--- Data under study Enclosed Below ---

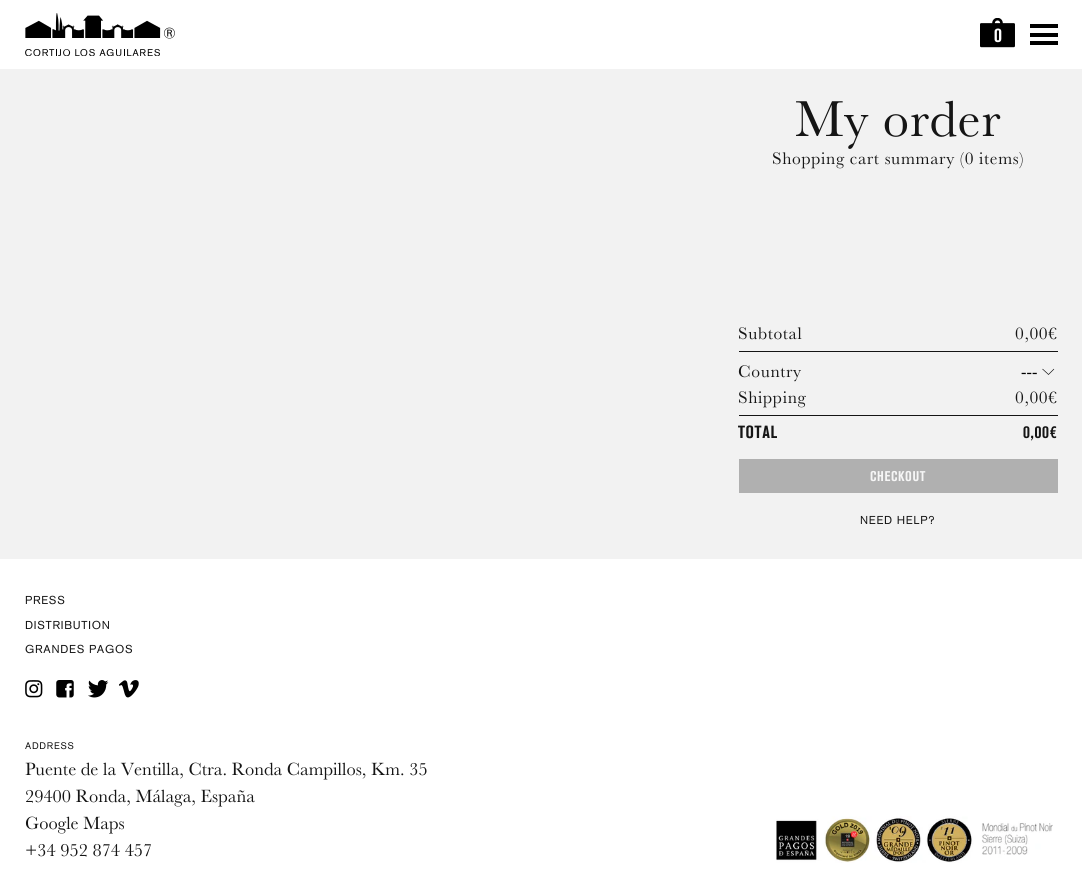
#include <cairo/cairo.h>
#include <math.h>
#include <stddef.h>

typedef struct { double x, y; const char *s; } line_t;
typedef struct { double x, y, w, h; unsigned color; } box_t;
static cairo_t *cr;

static void rgb(unsigned color)
{
	cairo_set_source_rgb(cr, (color >> 16) / 255.0, (color >> 8 & 255) / 255.0, (color & 255) / 255.0);
}

static void tracked(double x, double y, const char *s, double letter, double word)
{
	cairo_move_to(cr, x, y);
	while (*s) {
		char ch[5] = {0};
		int n = 0;
		do ch[n++] = *s++; while ((*s & 0xC0) == 0x80);
		cairo_show_text(cr, ch);
		cairo_rel_move_to(cr, letter + word * (*ch == ' '), 0);
	}
}

static void image(const char *path, double x, double y, double w, double h)
{
	cairo_surface_t *image = cairo_image_surface_create_from_png(path);
	cairo_save(cr);
	cairo_set_source_surface(cr, image, x, y);
	cairo_rectangle(cr, x, y, w, h);
	cairo_fill(cr);
	cairo_restore(cr);
	cairo_surface_destroy(image);
}

int main(void) {
	cairo_surface_t *surface = cairo_image_surface_create(CAIRO_FORMAT_RGB24, 1082, 873);
	cr = cairo_create(surface);
	cairo_font_options_t *options = cairo_font_options_create();
	cairo_font_options_set_hint_metrics(options, CAIRO_HINT_METRICS_OFF);
	cairo_font_options_set_hint_style(options, CAIRO_HINT_STYLE_NONE);
	cairo_set_font_options(cr, options);
	cairo_set_miter_limit(cr, 4);
	rgb(0xffffff);
	cairo_paint(cr);
	image("img/1.png", 25, 13, 150, 43);
	image("img/2.png", 980, 18, 35, 30);
	{
		static const box_t items[] = {
			{1030, 24, 28, 4, 0x000000},
			{1030, 33, 28, 4, 0x000000},
			{1030, 41, 28, 4, 0x000000},
			{0, 69, 1082, 490, 0xf2f2f2},
			{739, 351, 319, 1, 0x151515},
		};
		for (size_t i = 0; i < sizeof items / sizeof *items; i++) {
			rgb(items[i].color);
			cairo_rectangle(cr, items[i].x, items[i].y, items[i].w, items[i].h);
			cairo_fill(cr);
		}
	}
	cairo_new_path(cr);
	cairo_move_to(cr, 1054, 369);
	cairo_line_to(cr, 1048.5, 374.5);
	cairo_line_to(cr, 1042.5, 369);
	rgb(0x000000);
	cairo_set_line_width(cr, 0.6);
	cairo_stroke(cr);
	rgb(0x151515);
	cairo_rectangle(cr, 739, 415, 319, 1);
	cairo_fill(cr);
	rgb(0xb0b0b0);
	cairo_rectangle(cr, 739, 459, 319, 34);
	cairo_fill(cr);
	image("img/3.png", 25, 680, 18, 18);
	image("img/4.png", 56, 680, 18, 18);
	image("img/5.png", 88, 680, 21, 18);
	image("img/6.png", 119, 680, 20, 18);
	image("img/7.png", 776, 816, 277, 47);
	cairo_select_font_face(cr, "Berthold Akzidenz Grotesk", CAIRO_FONT_SLANT_NORMAL, CAIRO_FONT_WEIGHT_BOLD);
	cairo_set_font_size(cr, 20);
	rgb(0xffffff);
	tracked(994, 42, "0", 0.75, 0);
	cairo_select_font_face(cr, "Baskerville", CAIRO_FONT_SLANT_NORMAL, CAIRO_FONT_WEIGHT_NORMAL);
	cairo_set_font_size(cr, 52.5);
	rgb(0x151515);
	tracked(795, 136, "My order", 0.65, 0);
	cairo_set_font_size(cr, 17.5);
	{
		static const line_t items[] = {
			{772, 164, "Shopping cart summary (0 items)"},
			{738, 339, "Subtotal"},
			{1015, 339, "0,00€"},
			{738, 377, "Country"},
		};
		for (size_t i = 0; i < sizeof items / sizeof *items; i++) {
			tracked(items[i].x, items[i].y, items[i].s, 0.65, 0);
		}
	}
	rgb(0x000000);
	cairo_move_to(cr, 1021, 377);
	cairo_show_text(cr, "---");
	rgb(0x151515);
	tracked(738, 403, "Shipping", 0.65, 0);
	tracked(1015, 403, "0,00€", 0.65, 0);
	cairo_select_font_face(cr, "Berthold Akzidenz Grotesk", CAIRO_FONT_SLANT_NORMAL, CAIRO_FONT_WEIGHT_BOLD);
	tracked(738, 438, "TOTAL", 0.65, 0);
	tracked(1023, 438, "0,00€", 0.65, 0);
	cairo_set_font_size(cr, 14);
	rgb(0xf6f6f6);
	tracked(870, 481, "CHECKOUT", 0.65, 0);
	cairo_select_font_face(cr, "Berthold Akzidenz Grotesk", CAIRO_FONT_SLANT_NORMAL, CAIRO_FONT_WEIGHT_NORMAL);
	cairo_set_font_size(cr, 11.4);
	rgb(0x151515);
	{
		static const line_t items[] = {
			{860, 524, "NEED HELP?"},
			{25, 604, "PRESS"},
			{25, 629, "DISTRIBUTION"},
			{25, 653, "GRANDES PAGOS"},
		};
		for (size_t i = 0; i < sizeof items / sizeof *items; i++) {
			tracked(items[i].x, items[i].y, items[i].s, 0.75, 0);
		}
	}
	cairo_set_font_size(cr, 9.5);
	tracked(25, 749, "ADDRESS", 0.75, 0);
	cairo_select_font_face(cr, "Baskerville", CAIRO_FONT_SLANT_NORMAL, CAIRO_FONT_WEIGHT_NORMAL);
	cairo_set_font_size(cr, 18.4);
	{
		static const line_t items[] = {
			{25, 775, "Puente de la Ventilla, Ctra. Ronda Campillos, Km. 35"},
			{25, 802, "29400 Ronda, Málaga, España"},
			{25, 829, "Google Maps"},
			{25, 856, "+34 952 874 457"},
		};
		for (size_t i = 0; i < sizeof items / sizeof *items; i++) {
			cairo_move_to(cr, items[i].x, items[i].y);
			cairo_show_text(cr, items[i].s);
		}
	}
	cairo_surface_write_to_png(surface, "page.png");
	cairo_font_options_destroy(options);
	cairo_destroy(cr);
	cairo_surface_destroy(surface);
	return 0;
}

--- End of Enclosed Data under study ---

▶ [Task description]: Go through the data, and copy each line in which the word "typedef" appears.

▶ [Response to the exercise]:
typedef struct { double x, y; const char *s; } line_t;
typedef struct { double x, y, w, h; unsigned color; } box_t;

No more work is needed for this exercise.